== Exercise brief ==
Please give the data below again in full, exactly as it stands.

Items from a dataset:
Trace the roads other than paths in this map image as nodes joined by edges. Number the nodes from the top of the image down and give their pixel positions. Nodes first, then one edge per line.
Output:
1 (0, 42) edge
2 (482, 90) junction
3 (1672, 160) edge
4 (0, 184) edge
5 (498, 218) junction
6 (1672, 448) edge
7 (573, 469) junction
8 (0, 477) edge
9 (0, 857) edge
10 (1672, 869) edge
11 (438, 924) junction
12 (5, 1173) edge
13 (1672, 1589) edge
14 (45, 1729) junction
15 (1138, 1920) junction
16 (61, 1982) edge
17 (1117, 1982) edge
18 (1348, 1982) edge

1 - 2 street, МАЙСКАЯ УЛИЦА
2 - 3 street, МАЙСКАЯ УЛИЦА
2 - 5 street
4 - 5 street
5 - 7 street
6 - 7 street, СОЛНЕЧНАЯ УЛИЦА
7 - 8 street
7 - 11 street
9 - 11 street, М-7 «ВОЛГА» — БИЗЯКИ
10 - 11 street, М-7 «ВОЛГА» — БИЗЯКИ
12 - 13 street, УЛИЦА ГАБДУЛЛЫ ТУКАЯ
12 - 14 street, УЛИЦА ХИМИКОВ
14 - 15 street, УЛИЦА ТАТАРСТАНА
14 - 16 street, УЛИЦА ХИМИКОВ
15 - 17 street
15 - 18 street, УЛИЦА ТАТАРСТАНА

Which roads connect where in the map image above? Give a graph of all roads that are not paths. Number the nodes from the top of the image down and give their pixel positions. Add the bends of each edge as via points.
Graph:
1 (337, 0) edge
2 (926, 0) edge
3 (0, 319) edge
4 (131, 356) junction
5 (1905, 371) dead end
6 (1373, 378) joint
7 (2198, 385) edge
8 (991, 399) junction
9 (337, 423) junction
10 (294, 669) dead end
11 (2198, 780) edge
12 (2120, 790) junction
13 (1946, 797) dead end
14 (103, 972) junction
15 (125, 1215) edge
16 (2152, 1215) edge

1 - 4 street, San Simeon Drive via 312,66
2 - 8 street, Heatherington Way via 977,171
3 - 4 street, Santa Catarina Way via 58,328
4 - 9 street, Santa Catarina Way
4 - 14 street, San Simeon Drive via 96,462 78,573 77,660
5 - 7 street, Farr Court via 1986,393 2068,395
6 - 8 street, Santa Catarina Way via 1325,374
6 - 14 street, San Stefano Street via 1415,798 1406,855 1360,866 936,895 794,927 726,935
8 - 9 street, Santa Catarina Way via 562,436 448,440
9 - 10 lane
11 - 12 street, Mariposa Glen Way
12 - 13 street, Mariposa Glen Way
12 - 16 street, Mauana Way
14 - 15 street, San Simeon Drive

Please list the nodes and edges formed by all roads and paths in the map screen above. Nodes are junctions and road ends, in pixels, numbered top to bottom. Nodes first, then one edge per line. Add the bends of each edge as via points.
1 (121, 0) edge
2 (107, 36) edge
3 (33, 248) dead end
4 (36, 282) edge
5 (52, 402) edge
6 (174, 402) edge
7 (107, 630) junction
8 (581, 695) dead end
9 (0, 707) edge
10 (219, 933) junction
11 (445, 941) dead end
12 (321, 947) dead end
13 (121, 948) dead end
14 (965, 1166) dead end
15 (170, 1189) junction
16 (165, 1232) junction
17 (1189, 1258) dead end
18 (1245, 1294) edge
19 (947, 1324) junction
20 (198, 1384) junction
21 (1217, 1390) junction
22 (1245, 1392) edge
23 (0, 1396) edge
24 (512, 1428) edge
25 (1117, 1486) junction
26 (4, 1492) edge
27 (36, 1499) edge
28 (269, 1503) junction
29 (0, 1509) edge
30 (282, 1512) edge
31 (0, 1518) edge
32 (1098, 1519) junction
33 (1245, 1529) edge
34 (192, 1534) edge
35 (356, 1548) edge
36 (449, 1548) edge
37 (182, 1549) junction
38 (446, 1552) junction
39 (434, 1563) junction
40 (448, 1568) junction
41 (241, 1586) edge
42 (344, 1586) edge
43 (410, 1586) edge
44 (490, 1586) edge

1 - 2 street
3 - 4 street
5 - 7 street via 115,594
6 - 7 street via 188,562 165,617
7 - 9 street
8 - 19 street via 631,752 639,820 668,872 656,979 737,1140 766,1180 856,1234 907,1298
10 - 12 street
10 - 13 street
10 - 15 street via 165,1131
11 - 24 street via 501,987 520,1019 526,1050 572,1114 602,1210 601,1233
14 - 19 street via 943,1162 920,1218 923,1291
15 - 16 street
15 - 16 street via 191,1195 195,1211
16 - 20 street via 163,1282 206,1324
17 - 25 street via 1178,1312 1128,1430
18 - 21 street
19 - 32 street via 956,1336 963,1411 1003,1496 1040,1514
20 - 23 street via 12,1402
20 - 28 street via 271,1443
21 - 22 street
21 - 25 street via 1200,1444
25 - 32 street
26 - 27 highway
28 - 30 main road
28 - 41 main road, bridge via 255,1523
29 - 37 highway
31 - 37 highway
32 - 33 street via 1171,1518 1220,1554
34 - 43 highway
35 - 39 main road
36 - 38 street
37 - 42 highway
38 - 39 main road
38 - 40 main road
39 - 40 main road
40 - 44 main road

== Final answer ==
Trace the roads other than paths in this map image as nodes joined by edges. Number the nodes from the top of the image down and give their pixel positions. Nodes first, then one edge per line.
Output:
1 (0, 42) edge
2 (482, 90) junction
3 (1672, 160) edge
4 (0, 184) edge
5 (498, 218) junction
6 (1672, 448) edge
7 (573, 469) junction
8 (0, 477) edge
9 (0, 857) edge
10 (1672, 869) edge
11 (438, 924) junction
12 (5, 1173) edge
13 (1672, 1589) edge
14 (45, 1729) junction
15 (1138, 1920) junction
16 (61, 1982) edge
17 (1117, 1982) edge
18 (1348, 1982) edge

1 - 2 street, МАЙСКАЯ УЛИЦА
2 - 3 street, МАЙСКАЯ УЛИЦА
2 - 5 street
4 - 5 street
5 - 7 street
6 - 7 street, СОЛНЕЧНАЯ УЛИЦА
7 - 8 street
7 - 11 street
9 - 11 street, М-7 «ВОЛГА» — БИЗЯКИ
10 - 11 street, М-7 «ВОЛГА» — БИЗЯКИ
12 - 13 street, УЛИЦА ГАБДУЛЛЫ ТУКАЯ
12 - 14 street, УЛИЦА ХИМИКОВ
14 - 15 street, УЛИЦА ТАТАРСТАНА
14 - 16 street, УЛИЦА ХИМИКОВ
15 - 17 street
15 - 18 street, УЛИЦА ТАТАРСТАНА

Which roads connect where in the map image above? Give a graph of all roads that are not paths. Number the nodes from the top of the image down and give their pixel positions. Add the bends of each edge as via points.
Graph:
1 (337, 0) edge
2 (926, 0) edge
3 (0, 319) edge
4 (131, 356) junction
5 (1905, 371) dead end
6 (1373, 378) joint
7 (2198, 385) edge
8 (991, 399) junction
9 (337, 423) junction
10 (294, 669) dead end
11 (2198, 780) edge
12 (2120, 790) junction
13 (1946, 797) dead end
14 (103, 972) junction
15 (125, 1215) edge
16 (2152, 1215) edge

1 - 4 street, San Simeon Drive via 312,66
2 - 8 street, Heatherington Way via 977,171
3 - 4 street, Santa Catarina Way via 58,328
4 - 9 street, Santa Catarina Way
4 - 14 street, San Simeon Drive via 96,462 78,573 77,660
5 - 7 street, Farr Court via 1986,393 2068,395
6 - 8 street, Santa Catarina Way via 1325,374
6 - 14 street, San Stefano Street via 1415,798 1406,855 1360,866 936,895 794,927 726,935
8 - 9 street, Santa Catarina Way via 562,436 448,440
9 - 10 lane
11 - 12 street, Mariposa Glen Way
12 - 13 street, Mariposa Glen Way
12 - 16 street, Mauana Way
14 - 15 street, San Simeon Drive

Please list the nodes and edges formed by all roads and paths in the map screen above. Nodes are junctions and road ends, in pixels, numbered top to bottom. Nodes first, then one edge per line. Add the bends of each edge as via points.
1 (121, 0) edge
2 (107, 36) edge
3 (33, 248) dead end
4 (36, 282) edge
5 (52, 402) edge
6 (174, 402) edge
7 (107, 630) junction
8 (581, 695) dead end
9 (0, 707) edge
10 (219, 933) junction
11 (445, 941) dead end
12 (321, 947) dead end
13 (121, 948) dead end
14 (965, 1166) dead end
15 (170, 1189) junction
16 (165, 1232) junction
17 (1189, 1258) dead end
18 (1245, 1294) edge
19 (947, 1324) junction
20 (198, 1384) junction
21 (1217, 1390) junction
22 (1245, 1392) edge
23 (0, 1396) edge
24 (512, 1428) edge
25 (1117, 1486) junction
26 (4, 1492) edge
27 (36, 1499) edge
28 (269, 1503) junction
29 (0, 1509) edge
30 (282, 1512) edge
31 (0, 1518) edge
32 (1098, 1519) junction
33 (1245, 1529) edge
34 (192, 1534) edge
35 (356, 1548) edge
36 (449, 1548) edge
37 (182, 1549) junction
38 (446, 1552) junction
39 (434, 1563) junction
40 (448, 1568) junction
41 (241, 1586) edge
42 (344, 1586) edge
43 (410, 1586) edge
44 (490, 1586) edge

1 - 2 street
3 - 4 street
5 - 7 street via 115,594
6 - 7 street via 188,562 165,617
7 - 9 street
8 - 19 street via 631,752 639,820 668,872 656,979 737,1140 766,1180 856,1234 907,1298
10 - 12 street
10 - 13 street
10 - 15 street via 165,1131
11 - 24 street via 501,987 520,1019 526,1050 572,1114 602,1210 601,1233
14 - 19 street via 943,1162 920,1218 923,1291
15 - 16 street
15 - 16 street via 191,1195 195,1211
16 - 20 street via 163,1282 206,1324
17 - 25 street via 1178,1312 1128,1430
18 - 21 street
19 - 32 street via 956,1336 963,1411 1003,1496 1040,1514
20 - 23 street via 12,1402
20 - 28 street via 271,1443
21 - 22 street
21 - 25 street via 1200,1444
25 - 32 street
26 - 27 highway
28 - 30 main road
28 - 41 main road, bridge via 255,1523
29 - 37 highway
31 - 37 highway
32 - 33 street via 1171,1518 1220,1554
34 - 43 highway
35 - 39 main road
36 - 38 street
37 - 42 highway
38 - 39 main road
38 - 40 main road
39 - 40 main road
40 - 44 main road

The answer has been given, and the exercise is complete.